Major innovations are based on novel input devices, for example, the mouse and its role in revolutionizing the PC world. Some innovations are even over-looked, such as the touch screen, until it made quite a trendy return in the shape of the Apple iPhone. All such specialized devices will dwarf into remote handling applications in the cloud by a generalized device, that is, the camera phone. This paper shows that camera movement can be extracted from capture images by a limited block-matching based search. The CPU load is less than 20% and does not increase with image size.
TopIntroduction
Over the past years, the main ambition in telephony was to combine data, audio and video in a service called “triple play.” The idea is that the home will have a single point of entry for data, audio and video (or Internet, telephony and cable). This makes information a public utility in the same way as water, gas and electricity. From a historical review on the impact of such utilities on society, it can be easily concluded that the low-threshold access to information will shape the coming society (Carr, 2008).

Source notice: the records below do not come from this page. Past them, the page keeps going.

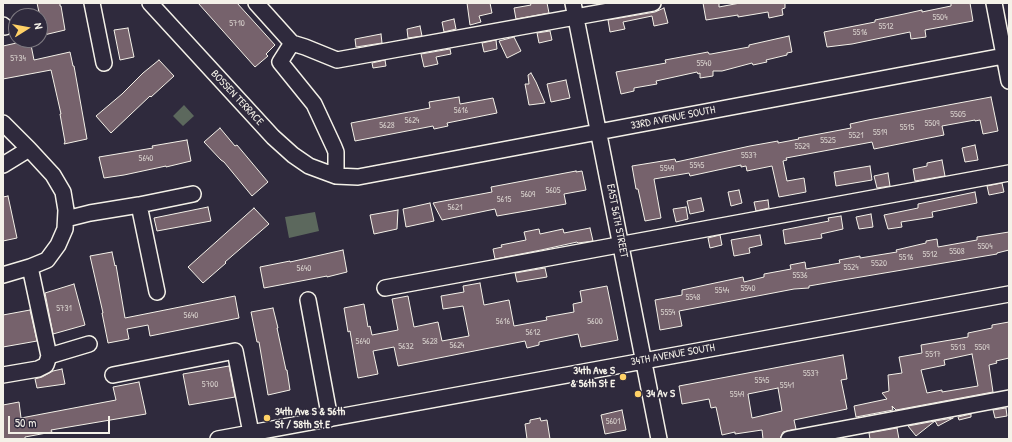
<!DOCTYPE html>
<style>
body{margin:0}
#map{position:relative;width:1012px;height:442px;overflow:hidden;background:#2f2a3d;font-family:"Patrick Hand",sans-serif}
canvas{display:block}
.frame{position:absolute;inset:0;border:4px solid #f4f1e8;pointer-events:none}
.north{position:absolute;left:8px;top:8px;width:40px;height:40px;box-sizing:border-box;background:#2f2a3d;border:1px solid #7e7a81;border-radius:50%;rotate:79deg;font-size:11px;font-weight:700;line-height:16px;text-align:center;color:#f4f1e8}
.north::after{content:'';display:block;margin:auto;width:14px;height:18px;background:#ffd166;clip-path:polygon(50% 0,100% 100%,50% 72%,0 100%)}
.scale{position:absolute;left:8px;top:416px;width:102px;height:18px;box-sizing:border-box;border:2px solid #f4f1e8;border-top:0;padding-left:5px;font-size:12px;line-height:14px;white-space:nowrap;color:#f4f1e8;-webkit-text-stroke:3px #2f2a3d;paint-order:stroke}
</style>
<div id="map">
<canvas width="1012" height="442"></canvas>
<div class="frame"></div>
<div class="north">N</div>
<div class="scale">50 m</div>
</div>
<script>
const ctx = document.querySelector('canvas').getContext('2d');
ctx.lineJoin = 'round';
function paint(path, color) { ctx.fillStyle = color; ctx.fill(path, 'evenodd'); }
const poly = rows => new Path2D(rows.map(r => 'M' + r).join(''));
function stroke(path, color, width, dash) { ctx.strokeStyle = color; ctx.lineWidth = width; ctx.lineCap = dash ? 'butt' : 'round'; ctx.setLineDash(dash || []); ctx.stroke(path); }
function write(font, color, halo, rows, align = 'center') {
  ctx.font = font + ' "Patrick Hand",sans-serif'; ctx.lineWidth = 3; ctx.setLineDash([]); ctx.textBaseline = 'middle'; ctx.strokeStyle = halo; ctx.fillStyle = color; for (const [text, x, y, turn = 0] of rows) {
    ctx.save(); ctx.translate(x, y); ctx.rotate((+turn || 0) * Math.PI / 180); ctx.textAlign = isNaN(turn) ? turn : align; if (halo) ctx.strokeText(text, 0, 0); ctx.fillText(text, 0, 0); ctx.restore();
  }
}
paint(poly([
 [184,105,194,116,183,126,173,116],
 [315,212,319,231,289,238,285,217]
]), '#5c685d');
const building = poly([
 [37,3,60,3,60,6,61,6,65,30,44,35,37,3],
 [198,3,237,3,275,45,266,54,268,56,255,67,198,3],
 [467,3,490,3,492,13,479,16,481,22,470,25,467,3],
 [530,3,547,3,549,13,516,19,514,8,531,5,530,3],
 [703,3,719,3,719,7,740,3,785,3,785,8,782,9,783,15,769,18,768,12,738,17,738,15,706,20,703,3],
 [951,3,970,3,973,21,925,30,926,37,911,39,910,32,852,44,827,47,824,32,875,22,875,20,904,14,922,10,922,12,951,6,951,3],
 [664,8,668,23,654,26,652,16,623,22,625,29,610,32,608,20,655,12,664,8],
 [454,19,456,29,444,32,442,22,454,19],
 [420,26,422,36,408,38,407,29,420,26],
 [128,28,134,57,120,60,114,30,128,28],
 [550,31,552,40,539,43,537,33,550,31],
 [381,34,382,43,356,47,355,39,381,34],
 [789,36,792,52,787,53,787,55,766,60,767,62,753,65,752,63,722,71,713,71,713,76,700,78,700,73,698,74,697,72,656,81,657,84,634,88,634,91,621,94,616,72,666,63,665,60,708,52,709,54,711,54,749,47,749,45,789,36],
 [514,37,521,51,507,58,499,41,514,37],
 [30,40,34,60,70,52,73,66,74,66,87,139,64,144,65,142,60,114,61,114,51,70,3,79,3,46,30,40],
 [496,40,497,49,484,52,482,43,496,40],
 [450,49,451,54,436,57,438,64,424,67,421,54,450,49],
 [159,60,174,76,151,97,150,96,111,133,96,116,122,94,143,73,159,60],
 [385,60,386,66,373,68,372,63,385,60],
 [531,73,536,82,545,103,529,105,525,84,529,84,528,75,531,73],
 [566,80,570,98,551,102,547,84,566,80],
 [459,97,460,104,493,98,497,113,447,123,448,126,434,129,433,126,355,141,351,123,430,108,429,102,459,97],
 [991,97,998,131,983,134,980,120,975,121,975,120,942,126,944,135,874,149,872,142,786,158,787,160,783,161,787,181,804,178,806,192,779,197,772,166,747,171,746,166,741,167,741,165,690,176,689,173,654,179,661,218,645,221,638,189,636,189,632,166,675,159,676,162,750,146,778,141,778,143,799,139,798,138,851,128,850,124,868,120,991,97],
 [220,128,235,146,237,145,268,182,252,196,224,162,221,160,204,142,220,128],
 [187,140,191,161,166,167,166,166,124,175,104,178,99,157,153,148,152,146,187,140],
 [975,145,978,160,965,162,962,148,975,145],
 [942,160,945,176,915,181,913,169,927,166,927,163,942,160],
 [870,166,872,180,836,186,834,172,870,166],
 [576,171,576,172,582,171,586,190,564,194,566,204,497,216,495,209,442,220,433,203,492,192,491,187,576,171],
 [888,173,890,186,877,188,874,176,888,173],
 [1002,183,1004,192,989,195,987,186,1002,183],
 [739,190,742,203,731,206,728,192,739,190],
 [975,192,977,203,932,212,933,217,901,222,902,227,888,229,884,215,918,208,918,204,975,192],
 [8,196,17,238,3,241,3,197,8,196],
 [701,198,704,211,690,214,687,201,701,198],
 [768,200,769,208,756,211,754,202,768,200],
 [430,203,434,221,406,227,403,209,430,203],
 [208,207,211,221,157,231,154,218,208,207],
 [686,207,688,219,676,222,673,209,686,207],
 [254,208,269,224,225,262,226,263,203,283,188,267,254,208],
 [398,210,397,229,374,234,370,215,398,210],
 [871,214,873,227,859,229,856,217,871,214],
 [841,216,843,229,821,234,822,238,785,244,783,230,829,221,828,218,841,216],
 [590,228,593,241,578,243,577,242,541,250,495,259,493,249,502,247,501,245,526,240,524,232,539,229,540,234,563,229,564,233,590,228],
 [1009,232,1009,250,997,253,997,254,843,280,809,286,809,288,794,289,679,311,682,326,660,330,655,300,682,295,682,290,743,277,744,282,764,277,764,274,791,269,790,265,805,262,806,269,840,263,839,260,860,256,860,258,897,252,896,250,926,243,926,241,937,239,938,247,977,240,977,237,1009,232],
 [720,235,722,245,710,248,708,238,720,235],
 [760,235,762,245,749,248,750,253,734,256,731,240,760,235],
 [343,250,347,272,327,277,327,276,264,288,260,267,290,261,290,262,343,250],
 [112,252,115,266,116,265,125,318,235,296,239,318,150,336,148,325,127,329,129,339,108,343,102,313,103,313,90,256,112,252],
 [545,268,547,277,517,282,515,273,545,268],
 [480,283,484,305,509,300,514,326,547,320,546,317,574,312,573,304,582,302,580,291,607,286,618,340,581,347,578,334,539,342,539,345,527,348,525,341,398,366,394,347,373,351,378,374,358,378,350,331,348,332,344,308,364,304,368,327,370,326,372,335,398,330,392,299,408,296,414,327,438,322,442,341,469,336,463,306,443,309,441,296,464,292,463,286,480,283],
 [74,284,85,325,53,334,45,293,74,284],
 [273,308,278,328,277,328,286,370,287,370,290,390,268,395,259,342,257,342,251,312,273,308],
 [30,310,37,341,3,347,3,315,30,310],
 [1009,322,1009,358,996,361,997,363,989,365,993,392,896,410,892,406,893,410,856,417,854,406,887,399,882,393,889,391,888,375,902,373,899,357,922,353,921,345,968,337,968,333,992,328,992,325,1009,322],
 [972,354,978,386,942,392,942,390,927,393,921,370,945,365,944,360,972,354],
 [843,355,847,379,841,380,847,409,794,420,796,429,783,432,780,439,763,439,762,430,735,434,735,432,722,435,716,407,711,408,709,399,682,404,679,386,843,355],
 [778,388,782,411,752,418,748,394,778,388],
 [229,366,235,397,189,405,183,374,229,366],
 [62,369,65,384,37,388,35,379,42,377,53,371,62,369],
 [139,382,146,414,51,430,52,432,25,437,25,439,3,439,3,405,19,402,21,418,116,400,113,387,139,382],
 [1006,408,1007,416,995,418,993,410,1006,408],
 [622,410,626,430,605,434,601,415,622,410],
 [971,414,971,417,959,420,958,417,971,414],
 [540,418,541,421,547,420,550,439,527,439,525,424,530,423,530,420,540,418],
 [953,418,938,426,935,421,953,418],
 [935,421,916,436,908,426,935,421],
 [897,428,899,439,870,439,869,433,897,428]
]);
paint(building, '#76626c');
stroke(building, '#f4f1e8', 1);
const minor = poly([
 [92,3,104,63],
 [150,3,273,137,293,155,309,166,336,176,358,177,1009,55],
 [256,3,292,43,280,62,314,104,334,147,336,152,336,176],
 [573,3,659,439],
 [994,3,1009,81],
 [3,25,5,27],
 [292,43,305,47,337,60,653,3],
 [3,123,29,149,53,175,63,192,66,210,65,229,58,245,47,260,30,267,3,275],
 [3,165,29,149],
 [139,205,157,292],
 [66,219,90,213,139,205,193,194],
 [385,288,1009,173],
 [308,300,330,419],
 [49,356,89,344],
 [3,375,38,369,46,365,49,356,30,267],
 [113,375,235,351,251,433],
 [218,439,1009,294],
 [789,439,1009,398]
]);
stroke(minor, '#f4f1e8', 18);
stroke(minor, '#2f2a3d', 15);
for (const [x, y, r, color] of [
 [623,377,4,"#ffd166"],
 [638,394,4,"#ffd166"],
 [267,418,4,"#ffd166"]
]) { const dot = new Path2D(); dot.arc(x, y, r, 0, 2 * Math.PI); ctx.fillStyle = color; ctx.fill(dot); stroke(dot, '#2f2a3d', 1.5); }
write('9px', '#d4cdc9', null, [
 ["5504",940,18],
 ["5710",237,24],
 ["5512",886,27],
 ["5516",860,33],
 ["5734",18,59],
 ["5540",704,64],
 ["5616",461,111],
 ["5505",958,115],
 ["5624",412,121],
 ["5509",932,124],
 ["5628",387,126],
 ["5515",907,128],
 ["5519",880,133],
 ["5521",856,136],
 ["5525",828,141],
 ["5529",802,147],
 ["5537",749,156],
 ["5640",146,159],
 ["5545",697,166],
 ["5549",667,169],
 ["5605",553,191],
 ["5609",528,195],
 ["5615",504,200],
 ["5621",455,208],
 ["5504",985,247],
 ["5508",957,252],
 ["5512",930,255],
 ["5516",906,258],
 ["5520",879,264],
 ["5524",851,268],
 ["5640",304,269],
 ["5536",800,276],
 ["5540",748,289],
 ["5544",722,291],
 ["5548",693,298],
 ["5731",64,309],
 ["5554",668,313],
 ["5640",191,316],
 ["5616",503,322],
 ["5600",595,322],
 ["5612",533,333],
 ["5640",363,342],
 ["5628",430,342],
 ["5624",457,346],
 ["5632",406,347],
 ["5513",958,348],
 ["5509",982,348],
 ["5517",933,355],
 ["5537",811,374],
 ["5545",762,381],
 ["5700",210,385],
 ["5541",787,386],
 ["5549",737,395],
 ["5601",613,422]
]);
write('11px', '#f4f1e8', '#2f2a3d', [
 ["BOSSEN TERRACE",237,98,47],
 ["33RD AVENUE SOUTH",673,118,-11],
 ["EAST 56TH STREET",617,221,79],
 ["34TH AVENUE SOUTH",673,355,-10]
]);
write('bold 11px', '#f4f1e8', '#2f2a3d', [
 ["34th Ave S",615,371,"right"],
 ["& 56th St E",615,384,"right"],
 ["34 Av S",646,394],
 ["34th Ave S & 56th",275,412],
 ["St / 58th St E",275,425]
], 'left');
</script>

The audio/video center has become a focal part of the modern household. In such a typical consumer system, the ingredients are the command console, the information & computation servers and the reproduction devices such as speaker and display. Meanwhile the wireless telephone has become the subject of convergence of camera, music player and telephone into a single device, becoming an amusement center on its own (Pant, 2005). By virtue of its attractive support of mobility, this cordless has gradually replaced the wired telephone in the home, but the limited bandwidth of the radio-link has precluded a further merge with the audio/video center, which is therefore still handled by a separate remote control.
The early remote control devices simply send keyboard pressings over an infra-red channel to the TV or home director. This technique can be used for invoking a reaction from any object with an infra-red receiver on a distance limited to a couple of meters. A typical example is where museum visitors can hear an explanation on their phone when pointing at an art object (Pai et al., 2007).
Recently we see gaming computers added to the home amusement center. Games have been developed first as a PC application, gained momentum by dedicated consoles and gradually moved to use specialized peripherals. The wiring between computer peripherals and the processor box has always been a point of irritation. Cables got mixed up and the user was limited in its freedom. This certainly got more repressive with the coming of multi-user games. Therefore the need for wireless communication between peripheral and processor box came in demand.
So far only an information link is made by pointing and a command is sent. Then a reaction is given by the server on a display or a speaker. Meanwhile the motion sensor was developed in the automotive industry (Knivett, 2009). In a typical streak of disruption (Christensen, 1997), this device was then accepted in the digital camera to provide image stabilization, and introduced in 2007 by Nokia to the camera phone for similar purposes.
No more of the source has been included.